Wie kann das Wohnen im Alter regional organisiert werden? Welche Wohnformen und Hilfsmittel sind möglich, um einen definitiven Eintritt in ein Alterszentrum zu verzögern? Welche Rolle kommt den Anbietern, den Planungsverbänden und dem Kanton zu? Mit solchen Fragen befasst sich die Studie «Wohnen im Alter im Fricktal: Planen in der Region».

In der Studie hat Joëlle Zimmerli vom Büro Zimraum sieben Projekte (siehe Box) des Vereins für Altersbetreuung im Oberen Fricktal (VAOF) während zweier Jahre begleitet und evaluiert. Entstanden ist sie auf Initiative des VAOF und des Planungsverbands Fricktal Regio; finanziert wurde sie mit Geldern aus dem Lotteriefonds des Kantons Aargau und der Age-Stiftung für gutes Wohnen im Alter, die auch die Umsetzung von Teilprojekten finanzierte. Der Schlussbericht ist derzeit in der Vernehmlassung bei den beteiligten Organisationen.

Vernetzung und Innovationen

Die Studie hält fest, dass der demografische Wandel nicht nur die zahlenmässige Zunahme der Senioren meint, sondern auch die veränderten Bedürfnisse und Lebensstile. Deshalb brauche es alternative Wohn- und Betreuungsangebote, wie beispielsweise die betreute Alterswohngruppe in Frick oder Temporärstationen in den Alterszentren.

Zudem, so eine weitere Erkenntnis der Studie, ist die Planung in grösseren Versorgungsregionen, wie sie im Fricktal gehandhabt wird, sinnvoll. Weiter hält die Autorin des Schlussberichtes fest: «Die Vernetzung, Koordination und Wissensvermittlung ist genauso wichtig wie das Schaffen von neuen Angeboten.»

Der VAOF, der im konventionellen Sinn ein Anbieter von Pflegeplätzen ist, habe mit seinen neuen Angeboten seine Rolle ausgebaut und nehme mittlerweile auch eine wichtige Rolle als Wissensvermittler und in der Erarbeitung von Grundlagen ein.

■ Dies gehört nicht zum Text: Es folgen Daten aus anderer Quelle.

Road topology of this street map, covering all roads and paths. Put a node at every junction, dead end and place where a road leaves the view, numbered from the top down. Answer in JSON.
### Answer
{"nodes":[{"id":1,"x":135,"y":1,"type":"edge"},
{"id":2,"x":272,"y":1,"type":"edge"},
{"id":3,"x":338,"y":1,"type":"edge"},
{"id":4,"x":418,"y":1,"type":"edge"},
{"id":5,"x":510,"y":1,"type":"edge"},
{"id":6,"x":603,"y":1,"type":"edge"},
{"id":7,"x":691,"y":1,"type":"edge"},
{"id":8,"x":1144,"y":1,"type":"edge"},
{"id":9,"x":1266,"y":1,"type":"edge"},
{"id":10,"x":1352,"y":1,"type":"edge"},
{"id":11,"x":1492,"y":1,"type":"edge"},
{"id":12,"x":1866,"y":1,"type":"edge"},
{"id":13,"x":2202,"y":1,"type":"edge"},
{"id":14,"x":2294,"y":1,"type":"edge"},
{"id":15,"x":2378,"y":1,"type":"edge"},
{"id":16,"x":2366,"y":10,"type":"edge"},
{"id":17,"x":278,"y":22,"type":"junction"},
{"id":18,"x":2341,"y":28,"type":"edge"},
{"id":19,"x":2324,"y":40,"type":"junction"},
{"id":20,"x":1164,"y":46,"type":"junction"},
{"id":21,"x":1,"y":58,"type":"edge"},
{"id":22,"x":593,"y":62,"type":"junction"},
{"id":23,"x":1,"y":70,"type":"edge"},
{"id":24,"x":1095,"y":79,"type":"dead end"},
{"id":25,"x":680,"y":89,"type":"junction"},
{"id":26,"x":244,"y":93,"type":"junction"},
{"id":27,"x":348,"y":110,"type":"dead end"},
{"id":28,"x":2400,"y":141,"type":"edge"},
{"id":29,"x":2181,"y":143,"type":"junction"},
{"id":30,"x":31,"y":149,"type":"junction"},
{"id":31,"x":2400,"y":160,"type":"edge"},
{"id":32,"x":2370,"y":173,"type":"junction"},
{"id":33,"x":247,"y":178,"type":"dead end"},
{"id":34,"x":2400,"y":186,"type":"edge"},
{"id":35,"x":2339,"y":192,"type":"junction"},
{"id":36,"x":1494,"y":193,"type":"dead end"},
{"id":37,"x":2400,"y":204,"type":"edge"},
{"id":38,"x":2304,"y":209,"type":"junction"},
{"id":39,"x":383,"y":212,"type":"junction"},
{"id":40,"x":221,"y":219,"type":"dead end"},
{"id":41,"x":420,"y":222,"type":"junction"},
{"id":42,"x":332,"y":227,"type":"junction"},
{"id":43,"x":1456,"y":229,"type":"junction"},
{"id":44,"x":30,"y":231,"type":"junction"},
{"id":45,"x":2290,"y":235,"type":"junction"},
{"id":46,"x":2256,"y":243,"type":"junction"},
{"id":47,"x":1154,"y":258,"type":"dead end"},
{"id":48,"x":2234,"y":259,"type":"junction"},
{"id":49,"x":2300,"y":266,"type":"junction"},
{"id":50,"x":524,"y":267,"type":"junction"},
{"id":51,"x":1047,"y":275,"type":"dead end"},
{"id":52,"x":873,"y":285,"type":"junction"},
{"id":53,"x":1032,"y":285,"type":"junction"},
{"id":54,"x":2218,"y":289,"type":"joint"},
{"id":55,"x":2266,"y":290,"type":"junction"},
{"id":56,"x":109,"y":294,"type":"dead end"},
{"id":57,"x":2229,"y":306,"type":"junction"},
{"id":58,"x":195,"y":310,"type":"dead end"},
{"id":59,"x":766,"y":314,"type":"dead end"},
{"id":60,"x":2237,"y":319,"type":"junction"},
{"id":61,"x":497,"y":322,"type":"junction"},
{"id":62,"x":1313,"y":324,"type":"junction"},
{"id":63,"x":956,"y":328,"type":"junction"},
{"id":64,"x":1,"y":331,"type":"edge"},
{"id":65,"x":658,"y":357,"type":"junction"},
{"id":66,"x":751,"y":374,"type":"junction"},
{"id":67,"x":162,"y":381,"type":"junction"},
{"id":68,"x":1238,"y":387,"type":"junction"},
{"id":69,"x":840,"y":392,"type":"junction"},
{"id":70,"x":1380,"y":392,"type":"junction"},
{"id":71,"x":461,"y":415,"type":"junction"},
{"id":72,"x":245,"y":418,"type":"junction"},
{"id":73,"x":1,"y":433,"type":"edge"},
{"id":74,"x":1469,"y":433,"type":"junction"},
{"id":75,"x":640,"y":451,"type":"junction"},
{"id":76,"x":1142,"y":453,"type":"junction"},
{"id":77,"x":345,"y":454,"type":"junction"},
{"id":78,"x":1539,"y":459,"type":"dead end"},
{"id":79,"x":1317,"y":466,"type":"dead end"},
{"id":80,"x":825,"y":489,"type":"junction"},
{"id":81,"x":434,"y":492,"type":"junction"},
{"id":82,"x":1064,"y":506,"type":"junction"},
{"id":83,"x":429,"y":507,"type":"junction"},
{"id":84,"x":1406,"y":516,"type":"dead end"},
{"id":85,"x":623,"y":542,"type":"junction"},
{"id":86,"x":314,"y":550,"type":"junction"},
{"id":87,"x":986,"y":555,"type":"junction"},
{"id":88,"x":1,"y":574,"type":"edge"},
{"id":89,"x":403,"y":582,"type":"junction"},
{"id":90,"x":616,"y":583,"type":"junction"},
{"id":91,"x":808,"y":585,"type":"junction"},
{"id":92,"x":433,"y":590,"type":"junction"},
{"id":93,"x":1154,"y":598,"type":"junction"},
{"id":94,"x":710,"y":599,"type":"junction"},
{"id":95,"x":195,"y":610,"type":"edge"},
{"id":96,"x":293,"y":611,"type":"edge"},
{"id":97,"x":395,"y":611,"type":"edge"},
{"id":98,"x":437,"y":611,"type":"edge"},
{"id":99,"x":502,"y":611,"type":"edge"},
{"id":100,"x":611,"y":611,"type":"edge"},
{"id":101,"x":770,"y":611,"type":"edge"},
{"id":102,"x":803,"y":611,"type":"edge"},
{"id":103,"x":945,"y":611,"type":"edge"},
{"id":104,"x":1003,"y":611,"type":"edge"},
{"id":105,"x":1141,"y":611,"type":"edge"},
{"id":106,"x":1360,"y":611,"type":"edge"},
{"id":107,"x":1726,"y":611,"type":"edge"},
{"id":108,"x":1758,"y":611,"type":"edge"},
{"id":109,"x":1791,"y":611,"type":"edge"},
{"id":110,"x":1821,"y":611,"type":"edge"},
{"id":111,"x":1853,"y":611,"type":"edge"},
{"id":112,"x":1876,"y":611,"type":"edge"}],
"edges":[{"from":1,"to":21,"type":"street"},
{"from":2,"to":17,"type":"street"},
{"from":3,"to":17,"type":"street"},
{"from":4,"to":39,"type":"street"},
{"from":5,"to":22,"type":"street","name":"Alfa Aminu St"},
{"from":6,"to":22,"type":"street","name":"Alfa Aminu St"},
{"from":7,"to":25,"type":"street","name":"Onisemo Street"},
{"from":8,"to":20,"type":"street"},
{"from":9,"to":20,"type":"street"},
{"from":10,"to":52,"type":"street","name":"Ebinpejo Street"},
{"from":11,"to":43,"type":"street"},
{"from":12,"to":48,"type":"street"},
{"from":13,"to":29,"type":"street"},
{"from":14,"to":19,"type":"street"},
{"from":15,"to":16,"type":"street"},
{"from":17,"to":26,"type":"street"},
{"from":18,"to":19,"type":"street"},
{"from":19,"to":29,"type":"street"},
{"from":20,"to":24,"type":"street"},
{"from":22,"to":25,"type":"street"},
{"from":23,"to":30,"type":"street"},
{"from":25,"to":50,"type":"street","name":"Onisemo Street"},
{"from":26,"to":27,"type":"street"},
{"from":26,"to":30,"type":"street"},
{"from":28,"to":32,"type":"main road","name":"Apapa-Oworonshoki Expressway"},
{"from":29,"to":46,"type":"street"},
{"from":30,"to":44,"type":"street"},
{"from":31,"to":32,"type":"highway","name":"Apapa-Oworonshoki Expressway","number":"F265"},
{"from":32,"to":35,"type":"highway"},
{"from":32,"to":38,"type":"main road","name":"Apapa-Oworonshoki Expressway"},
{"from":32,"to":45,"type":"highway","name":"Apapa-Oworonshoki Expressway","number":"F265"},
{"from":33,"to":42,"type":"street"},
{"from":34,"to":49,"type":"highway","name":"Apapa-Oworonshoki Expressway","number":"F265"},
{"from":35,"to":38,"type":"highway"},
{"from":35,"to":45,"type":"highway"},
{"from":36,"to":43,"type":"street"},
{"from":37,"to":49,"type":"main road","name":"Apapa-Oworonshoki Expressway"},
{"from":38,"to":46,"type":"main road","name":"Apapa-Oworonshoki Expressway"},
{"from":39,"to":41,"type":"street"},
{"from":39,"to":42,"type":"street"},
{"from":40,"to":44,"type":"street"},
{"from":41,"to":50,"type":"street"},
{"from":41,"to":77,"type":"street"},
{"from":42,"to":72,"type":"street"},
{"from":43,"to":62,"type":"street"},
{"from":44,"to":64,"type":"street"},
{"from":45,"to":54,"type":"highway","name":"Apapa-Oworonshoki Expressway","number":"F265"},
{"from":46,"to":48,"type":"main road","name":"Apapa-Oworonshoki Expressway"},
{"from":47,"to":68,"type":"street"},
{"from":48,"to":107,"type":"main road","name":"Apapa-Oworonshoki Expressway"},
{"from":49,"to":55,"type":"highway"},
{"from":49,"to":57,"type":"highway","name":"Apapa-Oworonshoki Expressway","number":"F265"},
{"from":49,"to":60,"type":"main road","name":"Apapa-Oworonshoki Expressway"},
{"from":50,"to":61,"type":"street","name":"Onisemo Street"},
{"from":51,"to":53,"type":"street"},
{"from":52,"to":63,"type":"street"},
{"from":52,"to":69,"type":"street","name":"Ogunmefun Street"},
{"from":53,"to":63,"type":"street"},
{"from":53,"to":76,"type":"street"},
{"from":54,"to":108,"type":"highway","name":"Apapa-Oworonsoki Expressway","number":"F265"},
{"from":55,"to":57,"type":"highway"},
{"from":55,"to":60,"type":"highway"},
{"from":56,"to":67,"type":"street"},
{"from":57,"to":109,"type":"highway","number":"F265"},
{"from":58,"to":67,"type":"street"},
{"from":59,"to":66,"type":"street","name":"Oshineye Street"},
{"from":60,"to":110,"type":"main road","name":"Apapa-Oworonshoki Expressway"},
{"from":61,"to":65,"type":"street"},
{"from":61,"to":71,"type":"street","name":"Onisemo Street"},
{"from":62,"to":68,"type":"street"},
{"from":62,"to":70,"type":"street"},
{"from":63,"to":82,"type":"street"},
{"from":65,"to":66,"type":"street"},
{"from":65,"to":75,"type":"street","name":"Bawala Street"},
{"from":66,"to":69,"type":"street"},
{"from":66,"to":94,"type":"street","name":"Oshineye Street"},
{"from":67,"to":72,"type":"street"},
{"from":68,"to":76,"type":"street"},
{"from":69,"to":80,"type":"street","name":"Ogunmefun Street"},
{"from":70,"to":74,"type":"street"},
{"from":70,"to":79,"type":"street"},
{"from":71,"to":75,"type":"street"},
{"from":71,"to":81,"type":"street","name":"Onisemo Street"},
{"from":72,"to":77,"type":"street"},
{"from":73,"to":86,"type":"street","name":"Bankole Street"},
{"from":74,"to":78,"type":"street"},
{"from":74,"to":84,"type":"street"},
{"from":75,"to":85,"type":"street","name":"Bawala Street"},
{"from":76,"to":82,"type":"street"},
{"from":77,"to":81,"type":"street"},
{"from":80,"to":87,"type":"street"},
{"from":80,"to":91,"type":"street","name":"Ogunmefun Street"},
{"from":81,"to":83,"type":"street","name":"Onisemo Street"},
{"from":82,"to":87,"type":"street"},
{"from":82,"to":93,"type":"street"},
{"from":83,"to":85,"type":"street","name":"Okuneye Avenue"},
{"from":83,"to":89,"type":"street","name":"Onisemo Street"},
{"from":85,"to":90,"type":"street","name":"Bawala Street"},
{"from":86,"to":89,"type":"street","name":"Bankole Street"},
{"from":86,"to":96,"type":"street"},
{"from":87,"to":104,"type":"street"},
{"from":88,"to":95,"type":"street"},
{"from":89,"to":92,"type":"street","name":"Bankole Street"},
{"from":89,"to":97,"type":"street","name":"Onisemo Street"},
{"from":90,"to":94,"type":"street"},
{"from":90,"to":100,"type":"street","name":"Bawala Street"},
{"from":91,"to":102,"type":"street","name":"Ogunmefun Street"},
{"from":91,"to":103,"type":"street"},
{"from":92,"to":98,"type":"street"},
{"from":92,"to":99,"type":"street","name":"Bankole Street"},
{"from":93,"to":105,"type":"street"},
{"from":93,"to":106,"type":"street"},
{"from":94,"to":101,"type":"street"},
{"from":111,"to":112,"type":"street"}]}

Die Age-Stiftung koppelte ihre Unterstützung aber auch an die Bedingung, dass die Studie öffentlich zugänglich gemacht wird. «Uns haben die gewählte Netzwerkperspektive und die zukunftsgerichteten Projekte überzeugt», erklärt Karin Weiss, stellvertretende Geschäftsführerin der Age-Stiftung.

Für die Fricktaler Verantwortlichen ist sie voll des Lobes und lobt deren Kreativität und Tatkraft. «Es ist ein Glücksfall für die Region, dass sich die Akteure auf der politisch-behördlichen Ebene auskennen, aber auch den Praxisbezug haben.» Urs Niffeler, Leiter Gesundheitsversorgung beim Kanton Aargau, ergänzte, im Fricktal werde «systematisch und genau» gearbeitet, so wie sich das der Kanton bei der Verabschiedung des neuen Pflegegesetzes (2007) gewünscht habe.

Dort heisst es, die Gemeinden seien für die «Planung und Sicherstellung eines bedarfsgerechten und qualitativ guten Angebots der ambulanten und stationären Langzeitpflege» zuständig. Dies solle durch «verstärkte Vernetzung, Koordination und Synergienutzung der Angebote» erreicht werden. «Im Fricktal wird diese Verantwortung offensichtlich wahrgenommen», so Niffeler.

Vorreiterrolle in der Schweiz

Karin Weiss lobt auch die Studie. «Die vernetzte Herangehensweise wurde dokumentiert. Es ist eine der ersten abgeschlossenen Studien in der Schweiz. Wir wollen sie breit streuen, damit auch andere Regionen von den Erfahrungen im Fricktal profitieren können.» Dass der Bedarf vorhanden ist, zeigte sich bei der Präsentation der Studie. Rund 100 Interessierte fanden sich in Frick ein – «aus dem ganzen Kanton», wie VAOF-Geschäftsführer Andre Rotzetter sagt. «Wir wurden vom Andrang überrascht.»